In the afternoon I would put a film on – Will had a membership of a DVD club and new films arrived by post every day – but he never invited me to watch with him, so I’d usually go and sit in the kitchen or in the spare room. I started bringing in a book or magazine, but I felt oddly guilty not actually working, and I could never quite concentrate on the words. Occasionally, at the end of the day, Mrs Traynor would pop in – although she never said much to me, other than ‘Everything all right?’ to which the only acceptable answer seemed to be ‘Yes’.

She would ask Will if he wanted anything, occasionally suggest something he might like to do tomorrow – some outing, or some friend who had asked after him – and he would almost always answer dismissively, if not with downright rudeness. She would look pained, run her fingers up and down that little gold chain, and disappear again.

His father, a well-padded, gentle-looking man, usually came in as I was leaving. He was the kind of man you might see watching cricket in a Panama hat, and had apparently overseen the management of the castle since retiring from his well-paid job in the city. I suspected this was like a benign landowner digging in the odd potato just ‘to keep his hand in’. He finished every day at 5pm promptly and would sit and watch television with Will. Sometimes I heard him making some remark about whatever was on the news as I left.

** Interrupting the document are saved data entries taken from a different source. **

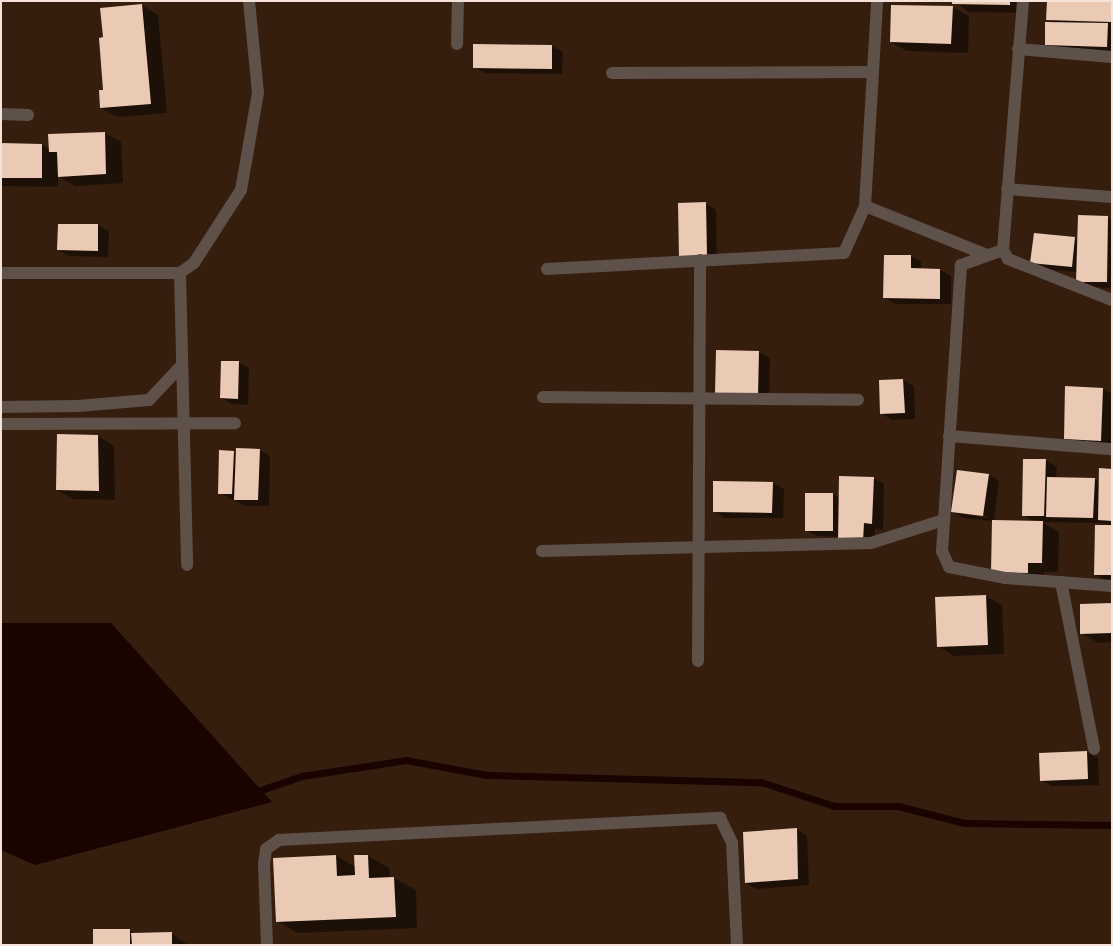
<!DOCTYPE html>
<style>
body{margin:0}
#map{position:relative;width:1113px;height:946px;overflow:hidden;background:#361e0e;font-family:"Space Grotesk",sans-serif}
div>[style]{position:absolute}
.water>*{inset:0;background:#190400}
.shadow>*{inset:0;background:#0007}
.stream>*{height:7px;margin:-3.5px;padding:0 3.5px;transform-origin:3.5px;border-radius:3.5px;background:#190400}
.building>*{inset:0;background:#eac9b5}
.minor>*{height:12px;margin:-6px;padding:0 6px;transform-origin:6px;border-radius:6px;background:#5e514a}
span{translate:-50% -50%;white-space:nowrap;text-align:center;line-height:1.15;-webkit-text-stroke:4px #2c1405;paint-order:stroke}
.frame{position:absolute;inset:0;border:2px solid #f5e3d9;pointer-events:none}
</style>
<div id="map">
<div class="water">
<div style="clip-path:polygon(1px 623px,111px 623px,272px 802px,35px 865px,1px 850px)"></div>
</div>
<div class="shadow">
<div style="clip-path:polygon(953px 1px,1026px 1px,1026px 13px,969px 12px)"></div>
<div style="clip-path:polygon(1048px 1px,1112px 1px,1112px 53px,1057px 51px,1046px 45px,1054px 23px,1048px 19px)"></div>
<div style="clip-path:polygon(142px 5px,158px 15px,167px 113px,118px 117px,101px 108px,104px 90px,104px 38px)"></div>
<div style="clip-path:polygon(952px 7px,969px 16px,968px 53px,907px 51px,891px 42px)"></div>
<div style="clip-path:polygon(552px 46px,563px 52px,562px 74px,485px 73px,474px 67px)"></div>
<div style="clip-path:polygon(104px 133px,121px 142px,123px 183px,75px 186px,58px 176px,58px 187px,1px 186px,1px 144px,42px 145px,50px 150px)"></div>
<div style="clip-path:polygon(705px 203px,716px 210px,717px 262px,691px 263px)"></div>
<div style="clip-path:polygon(1079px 216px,1112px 219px,1112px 288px,1088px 287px,1077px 281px,1077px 272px,1042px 269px,1032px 262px,1035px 234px,1078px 240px)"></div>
<div style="clip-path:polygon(98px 225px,109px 232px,108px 257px,69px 256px,58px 250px)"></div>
<div style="clip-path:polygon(911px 256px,921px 262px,921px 270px,940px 270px,951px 276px,951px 304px,895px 304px,884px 297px)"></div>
<div style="clip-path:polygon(717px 351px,759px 352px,770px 358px,769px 401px,727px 400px)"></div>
<div style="clip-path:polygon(238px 362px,249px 368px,248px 405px,232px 404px,221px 398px)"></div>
<div style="clip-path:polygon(903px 380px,914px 386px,915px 419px,892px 420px,881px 413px)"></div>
<div style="clip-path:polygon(1102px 389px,1112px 394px,1111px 446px,1075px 445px,1065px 439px)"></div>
<div style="clip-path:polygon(58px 436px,98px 436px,114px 446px,115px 500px,73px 499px,57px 490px)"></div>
<div style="clip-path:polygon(259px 450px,270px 456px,269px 506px,246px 506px,219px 493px,233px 452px,237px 454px)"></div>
<div style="clip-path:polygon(evenodd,1046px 460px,1057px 467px,1056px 478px,1094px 479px,1100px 482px,1112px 470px,1112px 581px,1106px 581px,1095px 574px,1111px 526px,1104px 523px,1041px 522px,1059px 532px,1058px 572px,1044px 572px,1044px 582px,1009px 581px,993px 521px,963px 518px,953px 511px,989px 475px,999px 481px,994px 521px,1035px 522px,1023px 515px,1046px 460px,963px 512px,988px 516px,988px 518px,963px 514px,963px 512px)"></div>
<div style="clip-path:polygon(873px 478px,884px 484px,883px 530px,875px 529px,874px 548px,839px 537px,817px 536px,806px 530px,833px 494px,840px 498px)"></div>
<div style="clip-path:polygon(773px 483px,784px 489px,783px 518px,725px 518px,714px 511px)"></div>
<div style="clip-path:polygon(986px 596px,1002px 605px,1004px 654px,954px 656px,938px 646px,936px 598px)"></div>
<div style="clip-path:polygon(1112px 604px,1112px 642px,1098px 643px,1081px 633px)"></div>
<div style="clip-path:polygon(1087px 752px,1098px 758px,1099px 785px,1052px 786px,1041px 780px,1040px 754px)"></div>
<div style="clip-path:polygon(796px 829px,807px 836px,809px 885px,756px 889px,746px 883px)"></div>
<div style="clip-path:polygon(336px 856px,356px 867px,368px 856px,389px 868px,390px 878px,394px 878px,416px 890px,417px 928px,298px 933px,277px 921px,274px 859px)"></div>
<div style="clip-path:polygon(129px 930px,136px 934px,171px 933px,188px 945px,94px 945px)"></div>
</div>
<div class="stream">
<div style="left:252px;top:793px;width:53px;rotate:-18.8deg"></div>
<div style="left:302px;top:776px;width:105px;rotate:-8.7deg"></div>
<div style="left:406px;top:760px;width:82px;rotate:10.5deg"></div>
<div style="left:487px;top:775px;width:274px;rotate:1.5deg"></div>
<div style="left:761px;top:782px;width:77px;rotate:18.2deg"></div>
<div style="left:834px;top:806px;width:64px"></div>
<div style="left:898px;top:806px;width:68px;rotate:14.4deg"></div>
<div style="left:964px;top:823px;width:148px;rotate:0.8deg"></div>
</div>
<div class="building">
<div style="clip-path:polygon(952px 1px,1010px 1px,1010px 5px,952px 4px)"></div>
<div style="clip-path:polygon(1047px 1px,1112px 1px,1111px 22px,1046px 20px)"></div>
<div style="clip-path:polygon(142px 4px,151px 104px,100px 108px,99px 90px,103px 90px,99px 38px,103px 37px,100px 8px)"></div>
<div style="clip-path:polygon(891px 5px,953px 6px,951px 44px,890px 42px)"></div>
<div style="clip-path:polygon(1045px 22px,1108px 23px,1107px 47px,1045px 45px)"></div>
<div style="clip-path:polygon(473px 44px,552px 45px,552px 69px,473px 68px)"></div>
<div style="clip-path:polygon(105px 132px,106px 174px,58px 177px,57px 152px,49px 152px,48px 134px)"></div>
<div style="clip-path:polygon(1px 143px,42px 144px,42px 178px,1px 178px)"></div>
<div style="clip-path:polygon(706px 202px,707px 256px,679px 257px,678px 203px)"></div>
<div style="clip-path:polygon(1078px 215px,1108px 216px,1107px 282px,1076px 282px)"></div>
<div style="clip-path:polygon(58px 224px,98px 224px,98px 251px,57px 250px)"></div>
<div style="clip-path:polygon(1034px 233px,1075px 237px,1072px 267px,1030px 263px)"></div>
<div style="clip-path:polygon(884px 255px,911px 255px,911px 268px,940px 269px,940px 299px,883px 298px)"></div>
<div style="clip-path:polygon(716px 350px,759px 351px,758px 395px,715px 394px)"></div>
<div style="clip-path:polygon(221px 361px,239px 361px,238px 399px,220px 398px)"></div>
<div style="clip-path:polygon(903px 379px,905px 413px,880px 414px,879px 380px)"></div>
<div style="clip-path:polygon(1065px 386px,1103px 388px,1101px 441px,1064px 439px)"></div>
<div style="clip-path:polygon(57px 434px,98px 435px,99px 491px,56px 490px)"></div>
<div style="clip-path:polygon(236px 448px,260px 449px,258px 500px,234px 500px)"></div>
<div style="clip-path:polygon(219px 450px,234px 451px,232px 494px,218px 494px)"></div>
<div style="clip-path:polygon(1023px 459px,1046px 459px,1044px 516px,1022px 516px)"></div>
<div style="clip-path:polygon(1099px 468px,1112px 469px,1112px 521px,1098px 520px)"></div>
<div style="clip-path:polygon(957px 470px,989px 474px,983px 516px,951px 512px)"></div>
<div style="clip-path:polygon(839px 476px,874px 477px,872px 524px,864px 523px,863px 542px,838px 542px)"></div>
<div style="clip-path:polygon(1047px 477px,1095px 478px,1093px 518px,1046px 517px)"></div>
<div style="clip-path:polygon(713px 481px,773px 482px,772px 513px,713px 512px)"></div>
<div style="clip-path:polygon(805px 493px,833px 493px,833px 531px,805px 531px)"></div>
<div style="clip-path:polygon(992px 520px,1043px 521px,1042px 563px,1028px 563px,1028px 573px,991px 572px)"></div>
<div style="clip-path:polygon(1095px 525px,1112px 525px,1112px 575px,1094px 575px)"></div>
<div style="clip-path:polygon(986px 595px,988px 645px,937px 647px,935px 597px)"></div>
<div style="clip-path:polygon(1112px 603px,1112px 633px,1080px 634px,1080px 604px)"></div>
<div style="clip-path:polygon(1087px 751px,1088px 779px,1040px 781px,1039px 753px)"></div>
<div style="clip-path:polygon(797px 828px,798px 879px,745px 883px,743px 832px)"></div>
<div style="clip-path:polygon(336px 855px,337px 876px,355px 875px,354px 855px,368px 855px,369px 878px,394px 877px,396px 917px,276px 922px,273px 858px)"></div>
<div style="clip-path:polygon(93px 929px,130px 929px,130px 945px,93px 945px)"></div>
<div style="clip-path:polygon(172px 932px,172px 945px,132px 945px,131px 933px)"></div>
</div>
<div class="minor">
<div style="left:1023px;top:1px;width:250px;rotate:94.6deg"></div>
<div style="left:1003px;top:250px;width:10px;rotate:61deg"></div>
<div style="left:1008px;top:259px;width:112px;rotate:21.5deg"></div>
<div style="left:457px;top:44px;width:43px;rotate:-88.7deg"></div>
<div style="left:1018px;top:49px;width:94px;rotate:4.9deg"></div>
<div style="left:612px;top:73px;width:261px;rotate:-0.2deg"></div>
<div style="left:1px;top:114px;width:27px;rotate:2deg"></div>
<div style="left:1007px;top:189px;width:105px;rotate:4.4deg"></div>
<div style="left:865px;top:206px;width:131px;rotate:21.9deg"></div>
<div style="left:1003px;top:250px;width:45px;rotate:160.3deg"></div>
<div style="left:961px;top:265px;width:287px;rotate:93.8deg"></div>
<div style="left:942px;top:551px;width:17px;rotate:66deg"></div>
<div style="left:949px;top:567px;width:57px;rotate:11.1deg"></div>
<div style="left:1005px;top:578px;width:107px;rotate:4.3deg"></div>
<div style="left:547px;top:269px;width:297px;rotate:-3.1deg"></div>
<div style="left:844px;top:253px;width:51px;rotate:-65.9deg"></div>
<div style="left:865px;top:206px;width:205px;rotate:-86.6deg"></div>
<div style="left:1px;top:273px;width:179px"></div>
<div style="left:180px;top:273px;width:17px;rotate:-36deg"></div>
<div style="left:194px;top:263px;width:87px;rotate:-57.2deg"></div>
<div style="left:241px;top:190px;width:98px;rotate:-80.1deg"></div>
<div style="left:258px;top:93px;width:92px;rotate:-95.6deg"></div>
<div style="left:180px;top:273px;width:292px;rotate:88.6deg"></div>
<div style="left:543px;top:397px;width:315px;rotate:0.5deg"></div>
<div style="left:1px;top:407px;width:77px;rotate:-0.7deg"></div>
<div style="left:78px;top:406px;width:71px;rotate:-4.8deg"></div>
<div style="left:149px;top:400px;width:48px;rotate:-46.7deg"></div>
<div style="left:1px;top:424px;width:234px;rotate:-0.2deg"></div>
<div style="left:949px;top:436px;width:164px;rotate:4.6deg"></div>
<div style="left:542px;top:551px;width:329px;rotate:-1.4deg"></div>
<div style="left:871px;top:543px;width:77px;rotate:-17.5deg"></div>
<div style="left:1061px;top:582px;width:170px;rotate:78.8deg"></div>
<div style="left:698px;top:661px;width:401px;rotate:-89.7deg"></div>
<div style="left:267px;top:945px;width:81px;rotate:-92.1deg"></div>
<div style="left:264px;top:864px;width:15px;rotate:-82deg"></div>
<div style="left:266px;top:849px;width:16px;rotate:-35deg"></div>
<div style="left:279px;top:840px;width:442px;rotate:-2.9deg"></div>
<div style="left:720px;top:818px;width:28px;rotate:64deg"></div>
<div style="left:732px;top:843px;width:102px;rotate:87.2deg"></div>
</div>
<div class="frame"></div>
</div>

I got to study Will Traynor up close, in those first couple of weeks. I saw that he seemed determined not to look anything like the man he had been; he had let his light-brown hair grow into a shapeless mess, his stubble crawl across his jaw. His grey eyes were lined with exhaustion, or the effect of constant discomfort (Nathan said he was rarely comfortable). They bore the hollow look of someone who was always a few steps removed from the world around him. Sometimes I wondered if it was a defence mechanism, whether the only way to cope with his life was to pretend it wasn’t him it was happening to.